Eu contei cinco com velocidade e equilíbrio reduzido, mas tão grandes que contavam por dez.

— Nós temos que sair daqui — Yan me avisou, já com a respiração aflita.

Eu concordei e me abaixei para alcançar minhas facas, mas dei de cara mais uma vez com o anel dourado na mão de minha mãe.

— Você quer que eu pegue para você? — apressado, meu amigo me questionou.

Bom, parte de mim se sentiria bem em tê-lo, mas  eu não sei se seria possível tirar ele dali agora.

— Depois.

Era a resposta que Yan precisava para assumir sua pressa e se afastar. Aceleradamente, ele foi checando as janelas dos carros próximos que, assim como o de minha mãe, escaparam do fogo.

— Esse, vem! — Yan chamou antes de entrar no banco do motorista de um Fiat coberto de cinzas.

Eu corri para o acompanhar e me joguei no banco do seu passageiro.

Com a porta fechada e manualmente travada, eu larguei os objetos letais das minhas mãos, as deixando cair aos meus pés e passei a mochila das minhas costas para as pernas, sentindo o alívio se espalhar pela minha espinha só por estar devidamente acolchoada e acomodada.

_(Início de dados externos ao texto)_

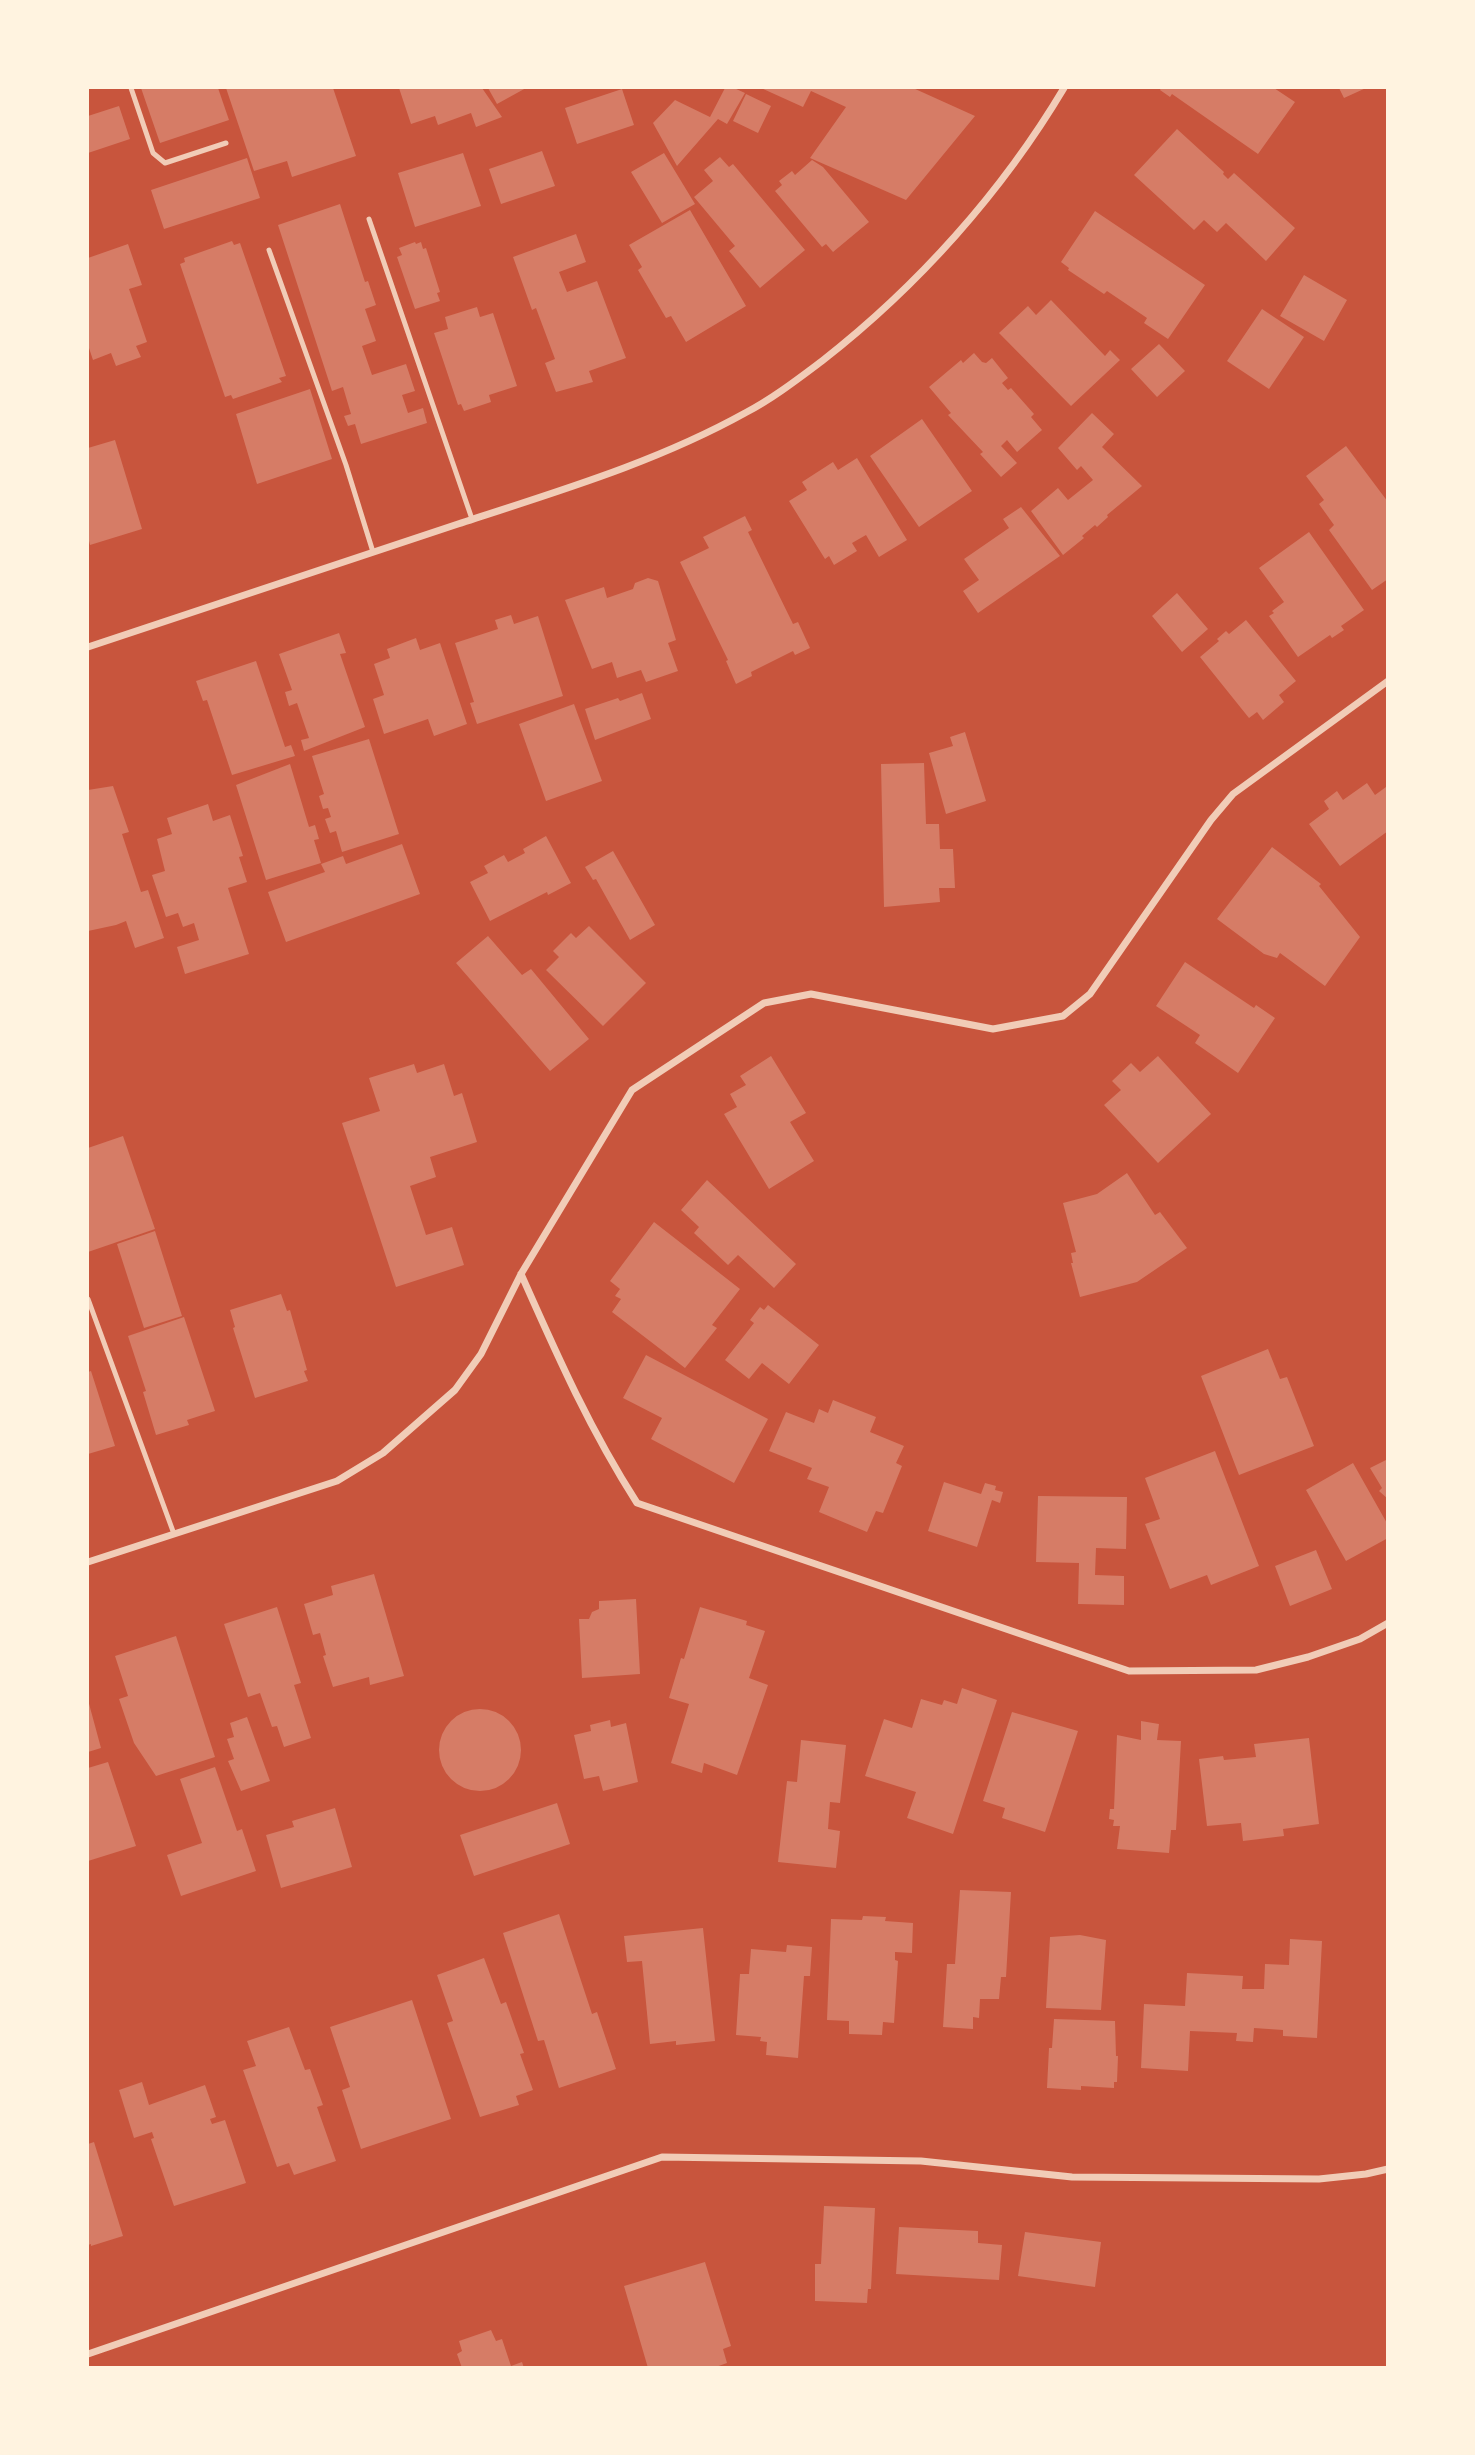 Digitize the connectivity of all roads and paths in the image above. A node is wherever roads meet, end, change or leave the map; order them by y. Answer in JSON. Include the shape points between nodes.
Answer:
{"nodes":[{"id":1,"x":131,"y":88,"type":"edge"},
{"id":2,"x":1064,"y":88,"type":"edge"},
{"id":3,"x":226,"y":143,"type":"dead end"},
{"id":4,"x":369,"y":219,"type":"dead end"},
{"id":5,"x":269,"y":250,"type":"dead end"},
{"id":6,"x":472,"y":519,"type":"junction"},
{"id":7,"x":373,"y":552,"type":"junction"},
{"id":8,"x":88,"y":647,"type":"edge"},
{"id":9,"x":1388,"y":681,"type":"edge"},
{"id":10,"x":522,"y":1274,"type":"junction"},
{"id":11,"x":88,"y":1299,"type":"edge"},
{"id":12,"x":174,"y":1534,"type":"junction"},
{"id":13,"x":88,"y":1562,"type":"edge"},
{"id":14,"x":1388,"y":1623,"type":"edge"},
{"id":15,"x":1388,"y":2169,"type":"edge"},
{"id":16,"x":88,"y":2354,"type":"edge"}],
"edges":[{"from":1,"to":3,"type":"lane","via":[[153,153],[165,163]]},
{"from":2,"to":6,"type":"street","via":[[953,238],[907,288],[801,377],[747,412],[644,461]]},
{"from":4,"to":6,"type":"lane"},
{"from":5,"to":7,"type":"lane"},
{"from":6,"to":7,"type":"street"},
{"from":7,"to":8,"type":"street"},
{"from":9,"to":10,"type":"street","via":[[1233,794],[1090,994],[1063,1016],[993,1029],[811,994],[764,1003],[632,1090]]},
{"from":10,"to":12,"type":"street","via":[[481,1354],[455,1390],[383,1453],[337,1481]]},
{"from":10,"to":14,"type":"street","via":[[572,1390],[637,1503],[1129,1671],[1256,1670],[1360,1639]]},
{"from":11,"to":12,"type":"lane"},
{"from":12,"to":13,"type":"street"},
{"from":15,"to":16,"type":"street","via":[[1319,2179],[1072,2177],[921,2161],[662,2157]]}]}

— Feche o vidro — pediu Yan com urgência e eu obedeci, girando a manivela em seguida. — Não todo! Ou quer morrer sem ar?

Ele certamente está mais nervoso que o usual em uma situação como essa, ou eu que estou anestesiada? De qualquer maneira, eu obedeci e deixei uma pequena brecha.

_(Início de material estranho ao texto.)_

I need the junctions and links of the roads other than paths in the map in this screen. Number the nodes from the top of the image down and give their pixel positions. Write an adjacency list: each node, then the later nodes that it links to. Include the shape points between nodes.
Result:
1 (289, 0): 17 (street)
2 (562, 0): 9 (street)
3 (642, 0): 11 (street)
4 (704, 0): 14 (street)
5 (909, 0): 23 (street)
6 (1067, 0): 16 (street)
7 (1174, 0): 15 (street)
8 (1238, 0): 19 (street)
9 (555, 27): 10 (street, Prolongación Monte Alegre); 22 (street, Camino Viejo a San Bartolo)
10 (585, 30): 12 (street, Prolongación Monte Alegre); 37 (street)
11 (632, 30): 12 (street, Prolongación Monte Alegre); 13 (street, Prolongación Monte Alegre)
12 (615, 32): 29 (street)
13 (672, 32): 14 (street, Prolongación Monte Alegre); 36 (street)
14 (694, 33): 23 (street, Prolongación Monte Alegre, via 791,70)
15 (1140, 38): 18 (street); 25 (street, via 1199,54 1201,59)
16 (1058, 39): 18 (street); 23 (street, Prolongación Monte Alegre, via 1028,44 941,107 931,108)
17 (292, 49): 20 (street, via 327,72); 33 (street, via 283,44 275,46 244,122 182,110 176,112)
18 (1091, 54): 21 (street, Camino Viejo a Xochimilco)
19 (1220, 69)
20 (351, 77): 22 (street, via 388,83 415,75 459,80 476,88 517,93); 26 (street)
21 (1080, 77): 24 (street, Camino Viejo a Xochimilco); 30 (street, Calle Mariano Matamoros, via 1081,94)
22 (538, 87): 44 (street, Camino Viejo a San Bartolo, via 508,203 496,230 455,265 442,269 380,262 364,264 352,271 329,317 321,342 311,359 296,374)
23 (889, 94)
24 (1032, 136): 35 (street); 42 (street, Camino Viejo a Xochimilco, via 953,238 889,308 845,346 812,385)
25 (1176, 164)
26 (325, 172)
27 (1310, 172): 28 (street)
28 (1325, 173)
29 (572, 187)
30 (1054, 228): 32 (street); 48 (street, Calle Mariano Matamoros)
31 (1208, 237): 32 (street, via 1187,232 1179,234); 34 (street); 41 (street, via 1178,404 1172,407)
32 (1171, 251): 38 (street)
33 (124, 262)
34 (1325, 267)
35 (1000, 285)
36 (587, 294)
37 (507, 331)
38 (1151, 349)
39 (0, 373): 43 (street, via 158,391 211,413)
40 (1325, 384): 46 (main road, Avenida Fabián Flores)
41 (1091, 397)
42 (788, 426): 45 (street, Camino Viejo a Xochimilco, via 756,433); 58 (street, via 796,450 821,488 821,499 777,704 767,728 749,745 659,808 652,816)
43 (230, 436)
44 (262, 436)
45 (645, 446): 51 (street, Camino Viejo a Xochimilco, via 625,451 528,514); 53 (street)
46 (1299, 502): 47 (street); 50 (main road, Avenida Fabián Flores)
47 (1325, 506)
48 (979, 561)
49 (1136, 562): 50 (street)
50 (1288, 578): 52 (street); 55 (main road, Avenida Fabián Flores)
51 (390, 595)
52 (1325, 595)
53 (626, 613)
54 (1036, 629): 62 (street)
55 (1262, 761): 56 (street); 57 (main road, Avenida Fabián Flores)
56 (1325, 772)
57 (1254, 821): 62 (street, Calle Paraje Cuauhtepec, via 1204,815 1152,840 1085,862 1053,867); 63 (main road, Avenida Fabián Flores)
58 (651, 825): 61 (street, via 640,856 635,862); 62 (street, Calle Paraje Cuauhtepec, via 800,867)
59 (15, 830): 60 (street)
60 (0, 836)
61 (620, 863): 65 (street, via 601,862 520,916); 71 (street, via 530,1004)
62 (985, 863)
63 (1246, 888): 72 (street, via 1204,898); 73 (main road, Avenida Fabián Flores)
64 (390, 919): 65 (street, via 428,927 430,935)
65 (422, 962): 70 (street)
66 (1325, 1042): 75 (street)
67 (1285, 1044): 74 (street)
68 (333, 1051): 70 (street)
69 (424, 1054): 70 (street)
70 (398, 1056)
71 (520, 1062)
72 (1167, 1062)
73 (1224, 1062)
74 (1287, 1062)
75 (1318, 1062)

— Eu não vou pedir para você relaxar, Yan — eu disse sem tirar os olhos da janela cinzenta. — Com sorte, eles vão passar sem sequer nos notar aqui.

— E desde quando a gente tem alguma sorte? — suspira ele.

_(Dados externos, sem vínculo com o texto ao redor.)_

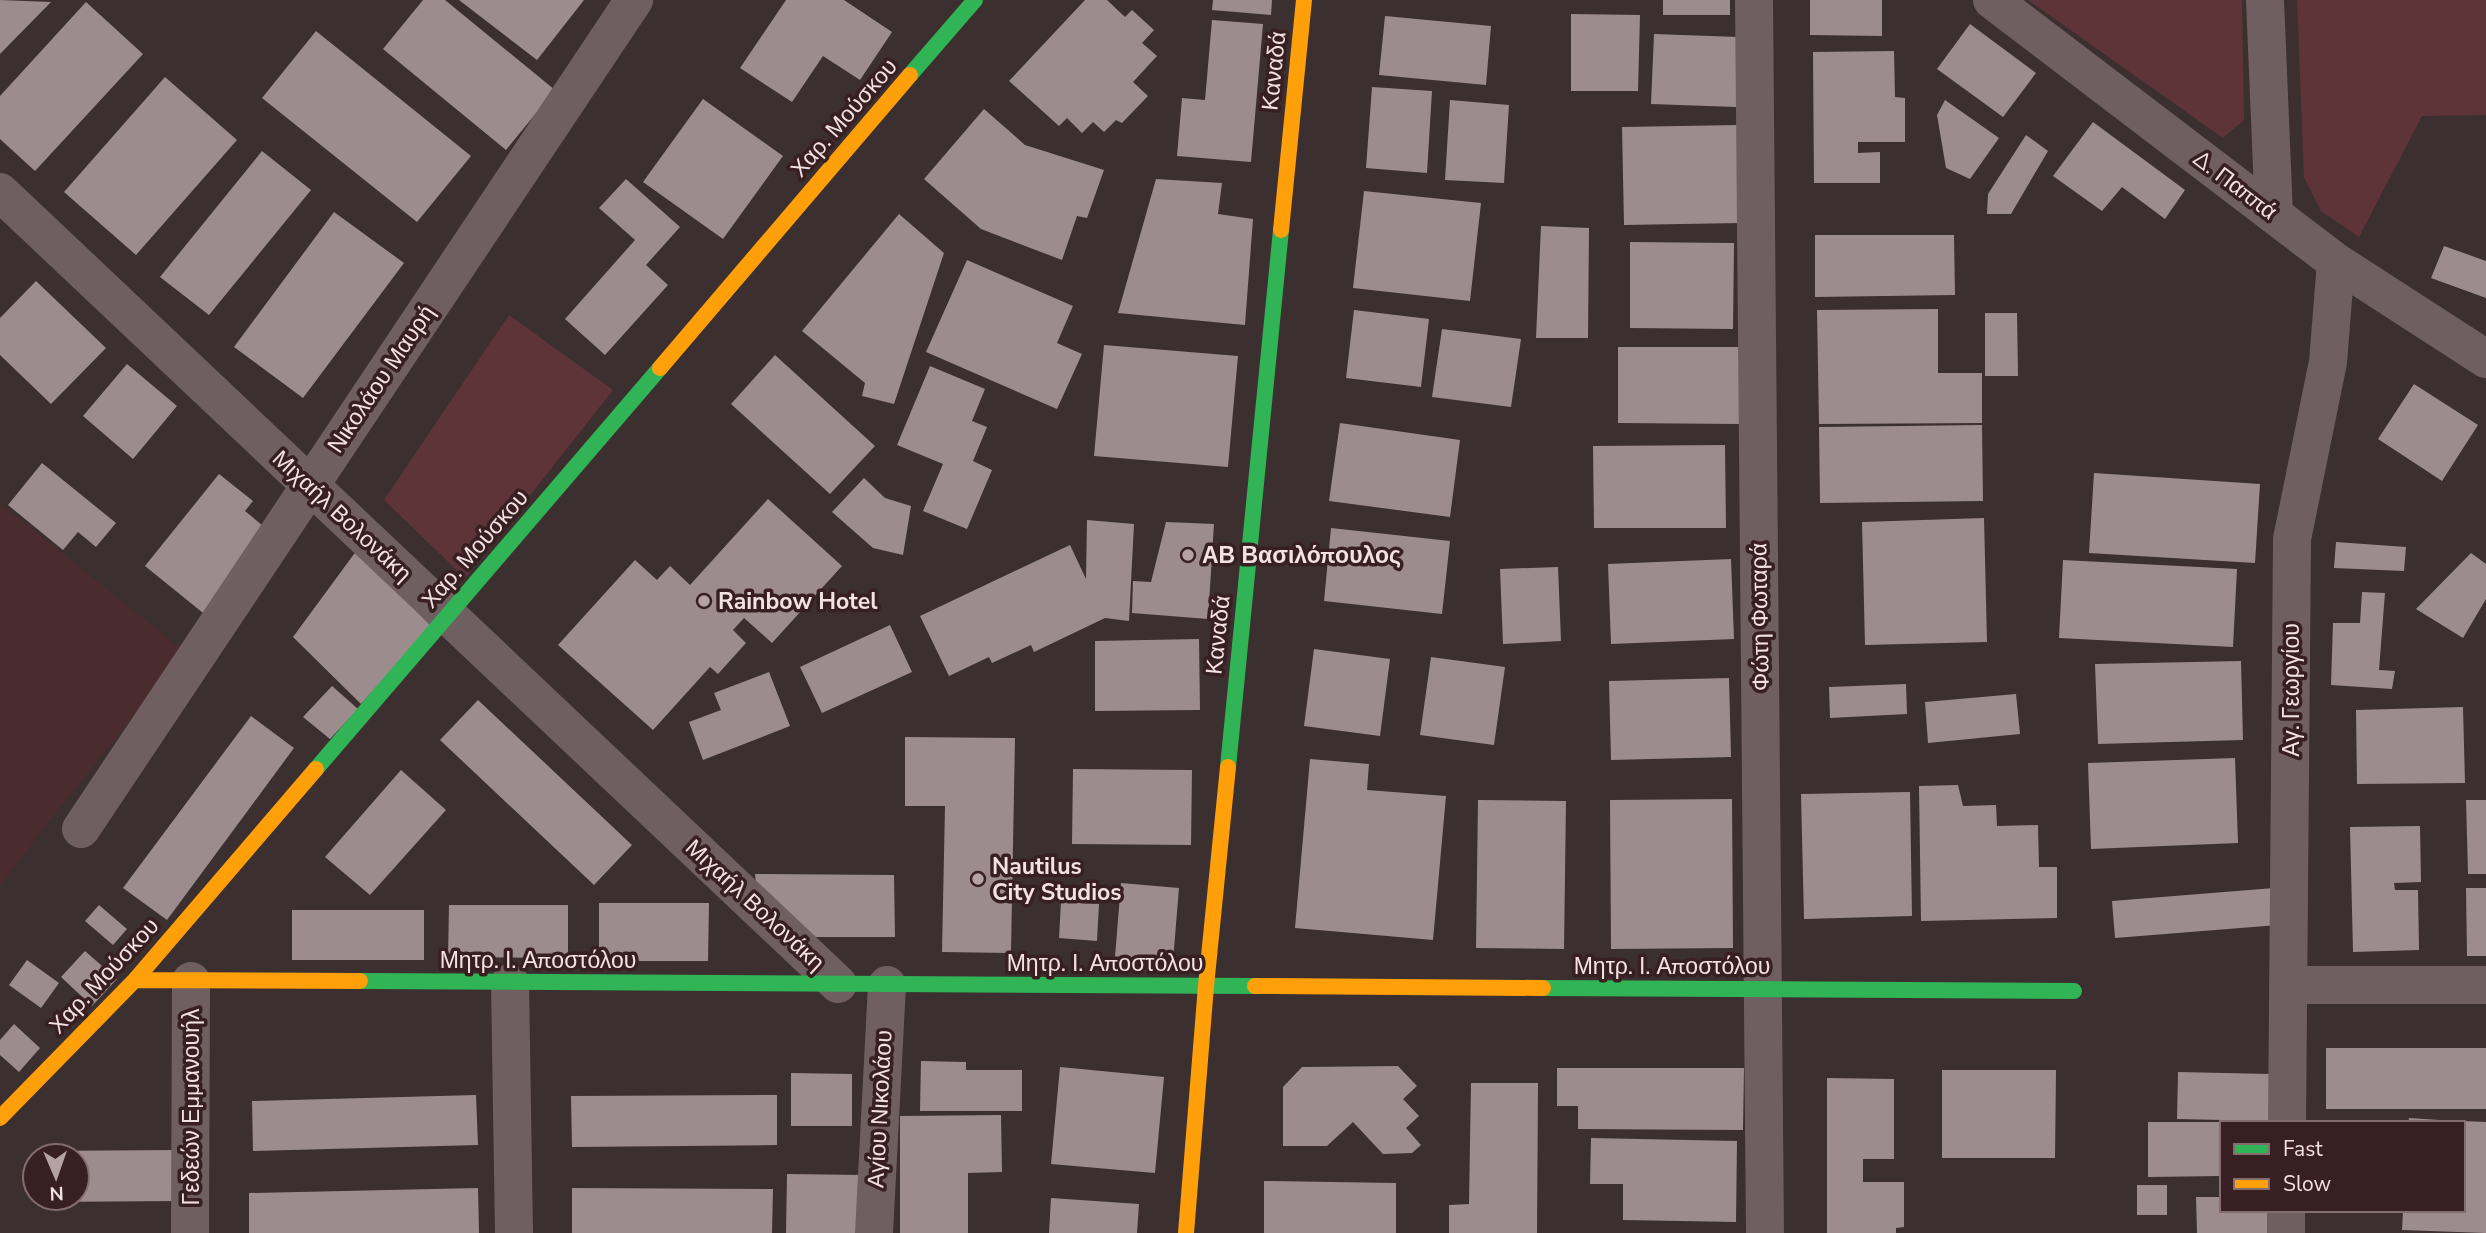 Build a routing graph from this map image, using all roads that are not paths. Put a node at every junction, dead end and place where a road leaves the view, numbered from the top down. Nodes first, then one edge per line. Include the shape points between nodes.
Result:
1 (634, 0) edge
2 (975, 0) edge
3 (1304, 0) edge
4 (1754, 0) edge
5 (1992, 0) edge
6 (2265, 0) edge
7 (0, 192) edge
8 (2274, 215) junction
9 (2336, 262) junction
10 (2486, 359) edge
11 (309, 486) junction
12 (448, 615) junction
13 (80, 828) dead end
14 (135, 980) junction
15 (191, 981) junction
16 (510, 983) junction
17 (838, 984) junction
18 (887, 985) junction
19 (2288, 985) junction
20 (2486, 985) edge
21 (1206, 986) junction
22 (1763, 989) junction
23 (2074, 991) dead end
24 (0, 1118) edge
25 (2287, 1121) edge
26 (2286, 1212) edge
27 (190, 1233) edge
28 (514, 1233) edge
29 (874, 1233) edge
30 (1186, 1233) edge
31 (1765, 1233) edge
32 (2286, 1233) edge

1 - 11 street, Νικολάου Μαυρή
2 - 12 street, Χαρ. Μούσκου
3 - 21 street, Καναδά
4 - 22 street, Φώτη Φωταρά
5 - 8 street, Δ. Παππά
6 - 8 street
7 - 11 street, Μιχαήλ Βολονάκη
8 - 9 street, Δ. Παππά
9 - 10 street, Δ. Παππά
9 - 19 street, Αγ. Γεωργίου via 2328,362 2292,539
11 - 12 street, Μιχαήλ Βολονάκη
11 - 13 street, Νικολάου Μαυρή
12 - 14 street, Χαρ. Μούσκου
12 - 17 street, Μιχαήλ Βολονάκη
14 - 15 street, Μητρ. Ι. Αποστόλου
14 - 24 street, Χαρ. Μούσκου
15 - 16 street, Μητρ. Ι. Αποστόλου
15 - 27 street, Γεδεών Εμμανουήλ
16 - 17 street, Μητρ. Ι. Αποστόλου
16 - 28 street
17 - 18 street, Μητρ. Ι. Αποστόλου
18 - 21 street, Μητρ. Ι. Αποστόλου
18 - 29 street, Αγίου Νικολάου
19 - 20 street
19 - 25 street, Αγ. Γεωργίου
21 - 22 street, Μητρ. Ι. Αποστόλου
21 - 30 street, Καναδά
22 - 23 street, Μητρ. Ι. Αποστόλου
22 - 31 street, Φώτη Φωταρά
26 - 32 street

Nós ficamos um tempo em silêncio, apenas esperando os monstrengos gigantes passarem, mas, como Yan suspeitou, isso não aconteceu.

Eles se concentraram na janela de Yan e no capô do carro; batendo, arranhando e grunhindo. Matando aos poucos o que restava da paciência de Yan.

— Da próxima vez, eu fico calado — ele bufou, sem mover um só músculo que tirasse sua atenção do parabrisa sujo.

Eu passei a observar o monstrengo de uma mulher que estava entre eles e notei o pouco cabelo caído ao redor do rosto morto e extremamente alargado.

Talvez nós tenhamos que passar algumas horas aqui e a mudança drástica no humor de Yan atacou a minha frustração.

— Nós deveríamos mesmo ter vindo?

Eu sou pega de surpresa com sua pergunta.

— Eu não sei, Yan.

— O que mudou saber que ela...

— Eu já sabia — eu não o deixei terminar.

— Josie, você sabe que eu quero que você fale — ele confessou, me olhando compreensivamente preocupado.

Eu o odeio quando faz isso. Quando, mesmo fora de humor, ele me olha compreensivo na intenção de me fazer desabafar.

A questão é que eu estou uma confusão das grandes agora.

Parte de mim está tranquila porque, apesar de uma desconfiança ter sido esclarecida, eu já havia sofrido por ela antes e, a outra parte está devastada, mas não por ter visto minha mãe como um monstrengo, por ter visto ela com uma bala na cabeça. E isso não é justo.